Perhaps the greatest problem in denying causality is the weight it puts on the everyday. In phenomenology most all of life is the everyday, consisting of phenomena worked through categories that create experiences that grow with the mountain experience, memory and forgetting. But when phenomena are replaced with the ancestral imitatively construed, the everyday disappears and the mountains of experience, memory and forgetting appear to possibly be clouds on some unknown horizon.
Without categories and their use in processing phenomena to form experiences each experience is first a new experience that through the ancestral becomes recognized as old. Moving through the world we move through the ancestral all continually anew with much becoming recognized as old, i.e. experienced as the ancestral, as we go along. As we go along we imitate them and they us. Most of them we do not know and our recognition of them may only be a small bodily movement in this direction or that, like a step, a grasp, or making certain sound. Sometimes they manifest more strongly, causing us to imitate them in more powerful and enduring ways and, in turn, causing others to imitate us in more powerful and enduring ways, helping to heal us if ill, or to praise us or seek our help if ill or in need of knowledge.

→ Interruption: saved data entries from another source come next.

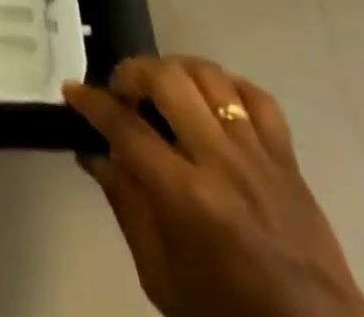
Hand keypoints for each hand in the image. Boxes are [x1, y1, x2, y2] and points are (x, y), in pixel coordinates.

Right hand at [66, 57, 363, 316]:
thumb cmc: (227, 316)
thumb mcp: (161, 277)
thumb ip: (126, 206)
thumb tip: (95, 154)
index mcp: (187, 197)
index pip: (126, 126)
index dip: (92, 102)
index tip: (72, 90)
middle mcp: (222, 164)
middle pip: (169, 80)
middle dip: (133, 72)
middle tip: (121, 90)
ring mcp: (261, 158)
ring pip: (211, 77)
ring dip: (176, 70)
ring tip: (162, 87)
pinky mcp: (290, 162)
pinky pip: (258, 98)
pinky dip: (228, 86)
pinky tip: (211, 97)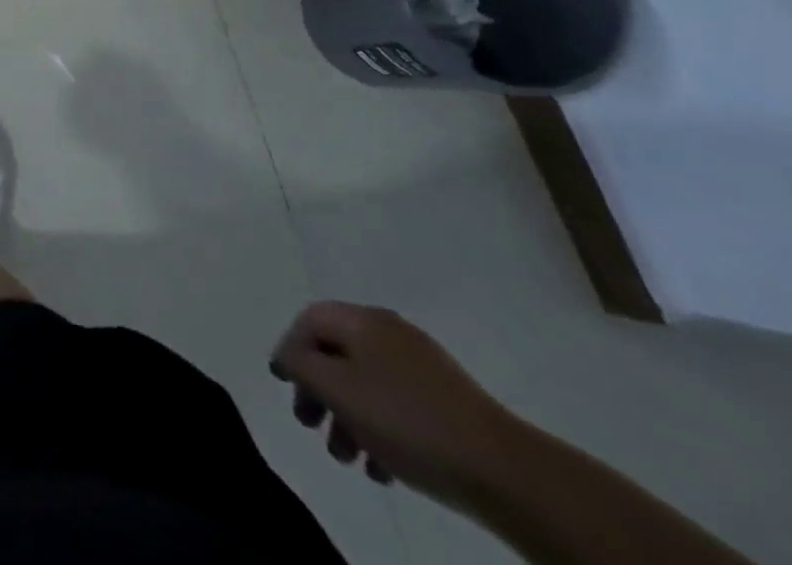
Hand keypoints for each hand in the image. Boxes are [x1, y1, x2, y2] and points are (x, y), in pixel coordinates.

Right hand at [271, 301, 522, 506]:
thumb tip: (289, 355)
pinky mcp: (448, 401)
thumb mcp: (337, 389)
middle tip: (311, 425)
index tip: (284, 386)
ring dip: (348, 417)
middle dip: (319, 390)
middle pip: (337, 353)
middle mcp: (390, 331)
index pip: (309, 320)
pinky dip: (380, 428)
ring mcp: (423, 365)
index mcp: (363, 319)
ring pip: (367, 383)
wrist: (507, 471)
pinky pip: (397, 403)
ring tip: (349, 457)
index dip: (290, 349)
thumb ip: (301, 364)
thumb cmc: (407, 421)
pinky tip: (383, 466)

They are alive and dead as we all are alive and dead, they are animate and inanimate as we are, yet when they or we cause something we do so as both alive and dead, animate and inanimate and never simply as one or the other.
Non-Phenomenal Phenomenology and the Study of Science
Science and materialist philosophies are best viewed as studies of, descriptions of, or manipulations of the ancestral mimetically construed. We humans are best viewed as scientists and materialist philosophers of the ancestral, researching and experimenting with our destinies, miming the ancestral with a greater or lesser knowledge of our own will to power and the roles we play in various causes.